Transcribe the listing below in full, keeping every line exactly as it is.

::::::::::

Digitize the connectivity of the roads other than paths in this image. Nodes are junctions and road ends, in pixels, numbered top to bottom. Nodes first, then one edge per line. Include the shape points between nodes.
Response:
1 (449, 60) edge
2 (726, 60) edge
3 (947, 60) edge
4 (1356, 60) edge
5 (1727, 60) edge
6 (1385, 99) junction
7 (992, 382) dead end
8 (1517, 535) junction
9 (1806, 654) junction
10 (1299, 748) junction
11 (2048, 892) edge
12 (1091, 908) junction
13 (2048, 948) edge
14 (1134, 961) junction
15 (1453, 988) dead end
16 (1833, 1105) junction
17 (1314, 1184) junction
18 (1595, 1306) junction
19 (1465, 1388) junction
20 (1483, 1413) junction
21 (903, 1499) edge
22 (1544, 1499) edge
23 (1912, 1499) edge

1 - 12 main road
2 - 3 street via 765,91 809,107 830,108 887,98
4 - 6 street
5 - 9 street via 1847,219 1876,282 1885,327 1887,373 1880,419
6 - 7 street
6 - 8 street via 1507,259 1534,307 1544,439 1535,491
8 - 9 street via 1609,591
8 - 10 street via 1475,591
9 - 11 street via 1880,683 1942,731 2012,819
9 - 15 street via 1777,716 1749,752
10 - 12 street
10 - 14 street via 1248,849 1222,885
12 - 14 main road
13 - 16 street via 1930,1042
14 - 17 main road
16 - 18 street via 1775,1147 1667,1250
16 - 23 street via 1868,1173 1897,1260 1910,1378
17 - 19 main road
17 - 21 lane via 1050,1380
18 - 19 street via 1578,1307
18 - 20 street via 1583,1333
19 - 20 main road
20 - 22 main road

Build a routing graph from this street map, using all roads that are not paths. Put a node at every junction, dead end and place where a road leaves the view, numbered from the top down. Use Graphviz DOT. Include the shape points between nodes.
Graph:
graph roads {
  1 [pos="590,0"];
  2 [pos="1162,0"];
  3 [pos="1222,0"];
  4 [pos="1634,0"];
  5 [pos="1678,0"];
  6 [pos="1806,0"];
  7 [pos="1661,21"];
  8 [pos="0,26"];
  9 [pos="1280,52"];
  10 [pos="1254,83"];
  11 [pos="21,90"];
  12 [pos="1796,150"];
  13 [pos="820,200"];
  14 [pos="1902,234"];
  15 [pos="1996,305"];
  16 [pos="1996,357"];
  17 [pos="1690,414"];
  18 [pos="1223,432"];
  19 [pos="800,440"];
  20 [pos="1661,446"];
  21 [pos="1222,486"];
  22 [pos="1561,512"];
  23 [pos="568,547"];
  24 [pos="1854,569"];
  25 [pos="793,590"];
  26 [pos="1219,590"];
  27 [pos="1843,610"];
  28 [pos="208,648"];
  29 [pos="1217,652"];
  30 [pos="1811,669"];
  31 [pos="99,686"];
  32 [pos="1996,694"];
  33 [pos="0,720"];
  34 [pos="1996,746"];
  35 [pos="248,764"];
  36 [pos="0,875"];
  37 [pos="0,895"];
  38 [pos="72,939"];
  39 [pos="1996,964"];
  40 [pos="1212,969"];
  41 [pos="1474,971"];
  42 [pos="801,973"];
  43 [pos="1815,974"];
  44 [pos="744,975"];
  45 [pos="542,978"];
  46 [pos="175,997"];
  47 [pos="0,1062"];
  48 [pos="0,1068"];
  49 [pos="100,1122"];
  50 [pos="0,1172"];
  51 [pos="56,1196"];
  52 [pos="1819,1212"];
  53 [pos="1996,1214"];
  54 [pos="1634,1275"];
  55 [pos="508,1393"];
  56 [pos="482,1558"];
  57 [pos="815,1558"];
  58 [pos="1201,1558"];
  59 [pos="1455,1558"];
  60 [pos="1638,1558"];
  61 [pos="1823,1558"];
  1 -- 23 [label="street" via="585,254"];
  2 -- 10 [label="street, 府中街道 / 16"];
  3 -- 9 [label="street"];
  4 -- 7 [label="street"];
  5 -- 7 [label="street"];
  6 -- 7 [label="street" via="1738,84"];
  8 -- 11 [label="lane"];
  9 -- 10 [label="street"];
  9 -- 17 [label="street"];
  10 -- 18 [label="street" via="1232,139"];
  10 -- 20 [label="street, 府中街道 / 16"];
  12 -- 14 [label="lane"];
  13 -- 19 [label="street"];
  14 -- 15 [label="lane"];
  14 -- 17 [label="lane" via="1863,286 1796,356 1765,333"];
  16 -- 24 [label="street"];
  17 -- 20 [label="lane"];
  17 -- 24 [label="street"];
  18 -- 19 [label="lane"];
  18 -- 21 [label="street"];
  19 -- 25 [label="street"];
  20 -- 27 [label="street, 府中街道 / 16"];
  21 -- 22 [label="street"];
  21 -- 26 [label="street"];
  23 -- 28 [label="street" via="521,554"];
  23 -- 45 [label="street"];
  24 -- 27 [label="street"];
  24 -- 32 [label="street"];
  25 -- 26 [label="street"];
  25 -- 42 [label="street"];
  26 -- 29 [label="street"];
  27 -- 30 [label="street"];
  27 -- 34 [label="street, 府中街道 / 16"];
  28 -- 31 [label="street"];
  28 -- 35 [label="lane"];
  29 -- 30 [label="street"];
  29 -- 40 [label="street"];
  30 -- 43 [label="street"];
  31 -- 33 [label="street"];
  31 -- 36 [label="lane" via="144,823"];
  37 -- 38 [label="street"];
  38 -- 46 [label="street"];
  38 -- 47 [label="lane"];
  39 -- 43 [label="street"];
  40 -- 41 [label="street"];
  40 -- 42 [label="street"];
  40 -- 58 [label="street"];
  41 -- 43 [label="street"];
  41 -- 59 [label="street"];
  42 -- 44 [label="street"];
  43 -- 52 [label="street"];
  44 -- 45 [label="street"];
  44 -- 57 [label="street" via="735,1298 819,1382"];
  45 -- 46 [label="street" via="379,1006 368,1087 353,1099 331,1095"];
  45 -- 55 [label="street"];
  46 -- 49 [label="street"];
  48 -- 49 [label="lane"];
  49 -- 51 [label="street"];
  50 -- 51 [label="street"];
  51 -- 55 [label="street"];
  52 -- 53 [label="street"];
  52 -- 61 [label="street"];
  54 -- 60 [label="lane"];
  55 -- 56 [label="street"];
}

::::::::::

→ YOUR SOLUTION:
Digitize the connectivity of the roads other than paths in this image. Nodes are junctions and road ends, in pixels, numbered top to bottom. Nodes first, then one edge per line. Include the shape points between nodes.
Response:
1 (449, 60) edge
2 (726, 60) edge
3 (947, 60) edge
4 (1356, 60) edge
5 (1727, 60) edge
6 (1385, 99) junction
7 (992, 382) dead end
8 (1517, 535) junction
9 (1806, 654) junction
10 (1299, 748) junction
11 (2048, 892) edge
12 (1091, 908) junction
13 (2048, 948) edge
14 (1134, 961) junction
15 (1453, 988) dead end
16 (1833, 1105) junction
17 (1314, 1184) junction
18 (1595, 1306) junction
19 (1465, 1388) junction
20 (1483, 1413) junction
21 (903, 1499) edge
22 (1544, 1499) edge
23 (1912, 1499) edge

1 - 12 main road
2 - 3 street via 765,91 809,107 830,108 887,98
4 - 6 street
5 - 9 street via 1847,219 1876,282 1885,327 1887,373 1880,419
6 - 7 street
6 - 8 street via 1507,259 1534,307 1544,439 1535,491
8 - 9 street via 1609,591
8 - 10 street via 1475,591
9 - 11 street via 1880,683 1942,731 2012,819
9 - 15 street via 1777,716 1749,752
10 - 12 street
10 - 14 street via 1248,849 1222,885
12 - 14 main road
13 - 16 street via 1930,1042
14 - 17 main road
16 - 18 street via 1775,1147 1667,1250
16 - 23 street via 1868,1173 1897,1260 1910,1378
17 - 19 main road
17 - 21 lane via 1050,1380
18 - 19 street via 1578,1307
18 - 20 street via 1583,1333
19 - 20 main road
20 - 22 main road

Build a routing graph from this street map, using all roads that are not paths. Put a node at every junction, dead end and place where a road leaves the view, numbered from the top down. Use Graphviz DOT. Include the shape points between nodes.
Graph:
graph roads {
  1 [pos="590,0"];
  2 [pos="1162,0"];
  3 [pos="1222,0"];
  4 [pos="1634,0"];
  5 [pos="1678,0"];
  6 [pos="1806,0"];
  7 [pos="1661,21"];
  8 [pos="0,26"];
  9 [pos="1280,52"];
  10 [pos="1254,83"];
  11 [pos="21,90"];
  12 [pos="1796,150"];
  13 [pos="820,200"];
  14 [pos="1902,234"];
  15 [pos="1996,305"];
  16 [pos="1996,357"];
  17 [pos="1690,414"];
  18 [pos="1223,432"];
  19 [pos="800,440"];
  20 [pos="1661,446"];
  21 [pos="1222,486"];
  22 [pos="1561,512"];
  23 [pos="568,547"];
  24 [pos="1854,569"];
  25 [pos="793,590"];
  26 [pos="1219,590"];
  27 [pos="1843,610"];
  28 [pos="208,648"];
  29 [pos="1217,652"];
  30 [pos="1811,669"];
  31 [pos="99,686"];
  32 [pos="1996,694"];
  33 [pos="0,720"];
  34 [pos="1996,746"];
  35 [pos="248,764"];
  36 [pos="0,875"];
  37 [pos="0,895"];
  38 [pos="72,939"];
  39 [pos="1996,964"];
  40 [pos="1212,969"];
  41 [pos="1474,971"];
  42 [pos="801,973"];
  43 [pos="1815,974"];
  44 [pos="744,975"];
  45 [pos="542,978"];
  46 [pos="175,997"];
  47 [pos="0,1062"];
  48 [pos="0,1068"];
  49 [pos="100,1122"];
  50 [pos="0,1172"];
  51 [pos="56,1196"];
  52 [pos="1819,1212"];
  53 [pos="1996,1214"];
  54 [pos="1634,1275"];
  55 [pos="508,1393"];
  56 [pos="482,1558"];
  57 [pos="815,1558"];
  58 [pos="1201,1558"];
  59 [pos="1455,1558"];
  60 [pos="1638,1558"];
  61 [pos="1823,1558"];
  1 -- 23 [label="street" via="585,254"];
  2 -- 10 [label="street, 府中街道 / 16"];
  3 -- 9 [label="street"];
  4 -- 7 [label="street"];
  5 -- 7 [label="street"];
  6 -- 7 [label="street" via="1738,84"];
  8 -- 11 [label="lane"];
  9 -- 10 [label="street"];
  9 -- 17 [label="street"];
  10 -- 18 [label="street" via="1232,139"];
  10 -- 20 [label="street, 府中街道 / 16"];
  12 -- 14 [label="lane"];
  13 -- 19 [label="street"];
  14 -- 15 [label="lane"];
  14 -- 17 [label="lane" via="1863,286 1796,356 1765,333"];
  16 -- 24 [label="street"];
  17 -- 20 [label="lane"];
  17 -- 24 [label="street"];
  18 -- 19 [label="lane"];
  18 -- 21 [label="street"];
  19 -- 25 [label="street"];
  20 -- 27 [label="street, 府中街道 / 16"];
  21 -- 22 [label="street"];
  21 -- 26 [label="street"];
  23 -- 28 [label="street" via="521,554"];
  23 -- 45 [label="street"];
  24 -- 27 [label="street"];
  24 -- 32 [label="street"];
  25 -- 26 [label="street"];
  25 -- 42 [label="street"];
  26 -- 29 [label="street"];
  27 -- 30 [label="street"];
  27 -- 34 [label="street, 府中街道 / 16"];
  28 -- 31 [label="street"];
  28 -- 35 [label="lane"];
  29 -- 30 [label="street"];
  29 -- 40 [label="street"];
  30 -- 43 [label="street"];
  31 -- 33 [label="street"];
  31 -- 36 [label="lane" via="144,823"];
  37 -- 38 [label="street"];
  38 -- 46 [label="street"];
  38 -- 47 [label="lane"];
  39 -- 43 [label="street"];
  40 -- 41 [label="street"];
  40 -- 42 [label="street"];
  40 -- 58 [label="street"];
  41 -- 43 [label="street"];
  41 -- 59 [label="street"];
  42 -- 44 [label="street"];
  43 -- 52 [label="street"];
  44 -- 45 [label="street"];
  44 -- 57 [label="street" via="735,1298 819,1382"];
  45 -- 46 [label="street" via="379,1006 368,1087 353,1099 331,1095"];
  45 -- 55 [label="street"];
  46 -- 49 [label="street"];
  48 -- 49 [label="lane"];
  49 -- 51 [label="street"];
  50 -- 51 [label="street"];
  51 -- 55 [label="street"];
  52 -- 53 [label="street"];
  52 -- 61 [label="street"];
  54 -- 60 [label="lane"];
  55 -- 56 [label="street"];
}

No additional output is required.